Jakarta – Indonesian
police have arrested dozens of suspected Islamic extremists on Java
island, most of whom were allegedly carrying out military-style training
on a remote mountain, police and reports said Saturday.
Around 30 were reportedly detained late
Friday on Mount Sumbing as they took part in the training, while another
five were arrested the same day in raids in the city of Malang.
It was not clear whether they were
linked to the gun and suicide attacks in Jakarta last month which left
four civilians and four assailants dead, and were claimed by the Islamic
State group.
- A member of Indonesia’s elite anti-terror police, speaking anonymously, confirmed there had been a “raid on an arms training session” taking place on a mountain.
- Local media reported that the group of around 30 were from Islamic extremist group Jamaah Ansharus Syariah and the training was on the slopes of Sumbing, in Central Java province.

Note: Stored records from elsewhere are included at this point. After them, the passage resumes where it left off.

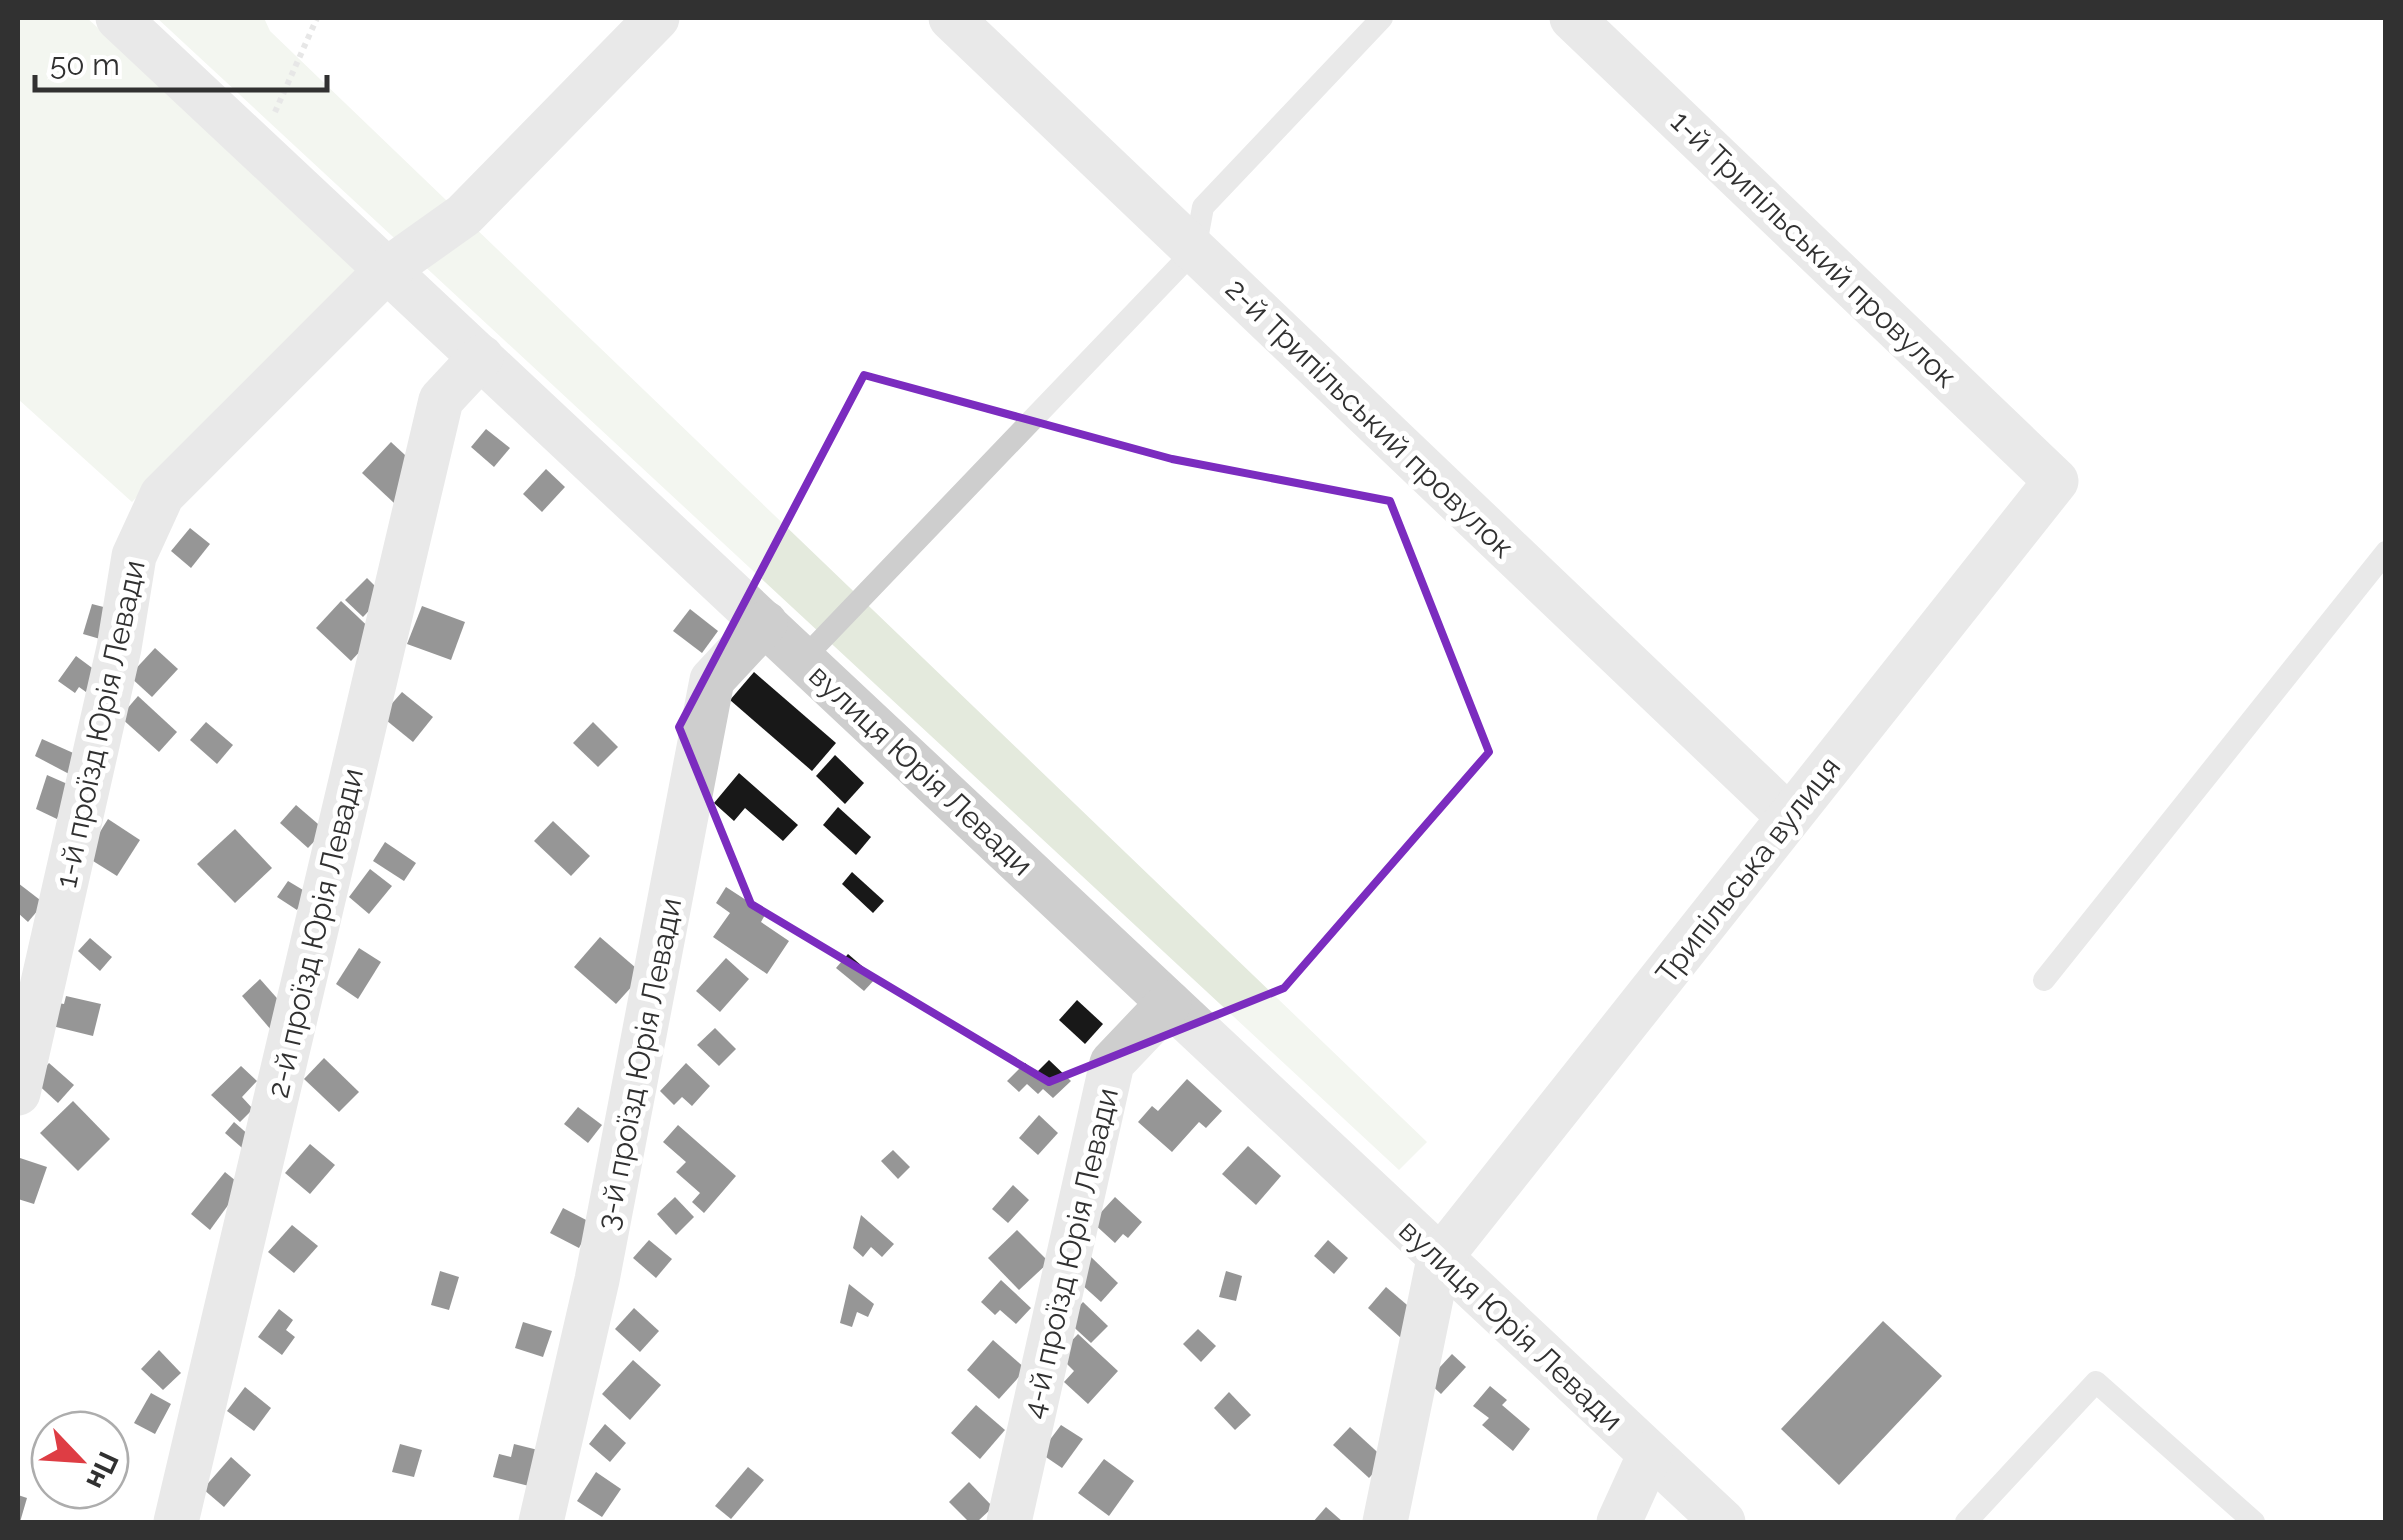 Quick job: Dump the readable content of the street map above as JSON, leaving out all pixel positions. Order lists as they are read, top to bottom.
{
  "streets": {
    "street": [
      "1-й Трипільський провулок",
      "2-й Трипільський провулок",
      "1-й проїзд Юрія Левади",
      "вулиця Юрія Левади",
      "Трипільська вулиця",
      "2-й проїзд Юрія Левади",
      "3-й проїзд Юрія Левади",
      "4-й проїзд Юрія Левади"
    ]
  },
  "crossings": [
    ["1-й Трипільський провулок", "Трипільська вулиця"],
    ["2-й Трипільський провулок", "Трипільська вулиця"],
    ["1-й проїзд Юрія Левади", "вулиця Юрія Левади"],
    ["вулиця Юрія Левади", "Трипільська вулиця"],
    ["вулиця Юрія Левади", "2-й проїзд Юрія Левади"],
    ["вулиця Юрія Левади", "3-й проїзд Юрія Левади"],
    ["вулиця Юрія Левади", "4-й проїзд Юрія Левади"]
  ],
  "scale_bar": "50 m",
  "north": "bottom right"
}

- The arrests came after local villagers reported hearing gunfire, MetroTV reported, citing provincial police spokesman Liliek Darmanto.
- Air guns, knives, religious books and flags were seized at a house where some of the participants had stayed en route to the mountain, the report said.
In the separate raid in Malang, five
alleged Islamic radicals were seized by police backed by officers from
the elite anti-terror squad, said local police chief Yudho Nugroho.
“The five are still being held,” he said, adding that police had been “monitoring them for a while”.
The attacks in the capital centred
around a Starbucks outlet and were the country’s worst terror incident
in seven years, prompting police to launch a nationwide crackdown.
Authorities said last week that 33
people from radical Islamic groups who were plotting attacks against the
airport and other targets in the near future had been arrested, with
around half directly linked to the Jakarta attacks.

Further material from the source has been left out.